Accordion-like metamaterials with tunable ultra-wide low-frequency band gaps

TL;DR

This paper introduces accordion-like elastic metamaterials with tunable, ultra-wide low-frequency band gaps achieved through tensegrity-inspired structures, combining analytical and numerical methods to demonstrate their wave attenuation capabilities.

Contribution

It presents a novel design of lightweight, tunable metamaterials that combine Bragg scattering and local resonance to achieve wide low-frequency band gaps, surpassing traditional limits.

Findings

Wide low-frequency band gaps achieved

Band gaps can be tuned via prestress levels

Structural damping increases band-gap width

Abstract

We study lightweight, elastic metamaterials consisting of tensegrity-inspired prisms, which present wide, low-frequency band gaps. For their realization, we alternate tensegrity elements with solid discs in periodic arrangements that we call "accordion-like" meta-structures. We show through analytical calculations and numerical simulations that these structures are characterized by low-frequency band gaps with strong uniform wave attenuation due to the coupling of Bragg scattering and local resonance mechanisms.
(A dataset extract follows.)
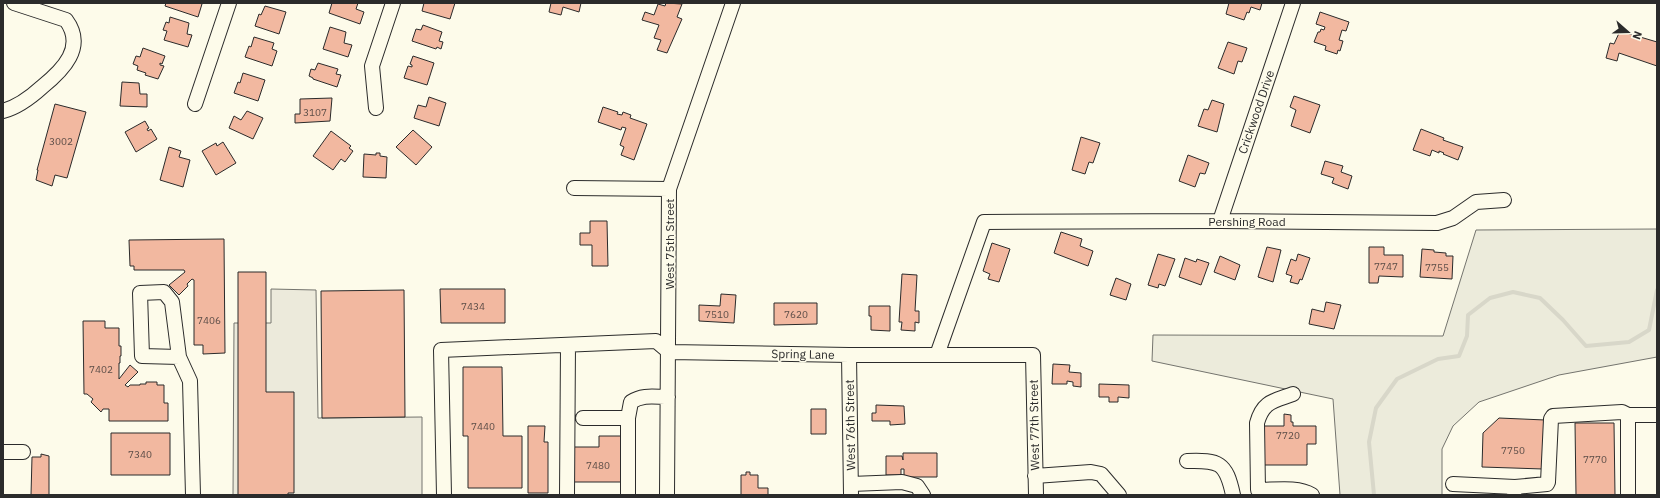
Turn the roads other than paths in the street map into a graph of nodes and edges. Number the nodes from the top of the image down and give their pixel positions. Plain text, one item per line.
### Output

This coupling helps to overcome the inherent limit of a narrow band-gap width for conventional locally-resonant metamaterials and to extend the wave attenuation to wider frequency ranges. Moreover, the band gaps can be further increased, provided a minimum structural damping is present, and tuned to desired frequencies by changing the applied prestress levels in the tensegrity structure. Results are corroborated by parametric studies showing that the band-gap frequencies are preserved for wide variations of geometric and material structural properties.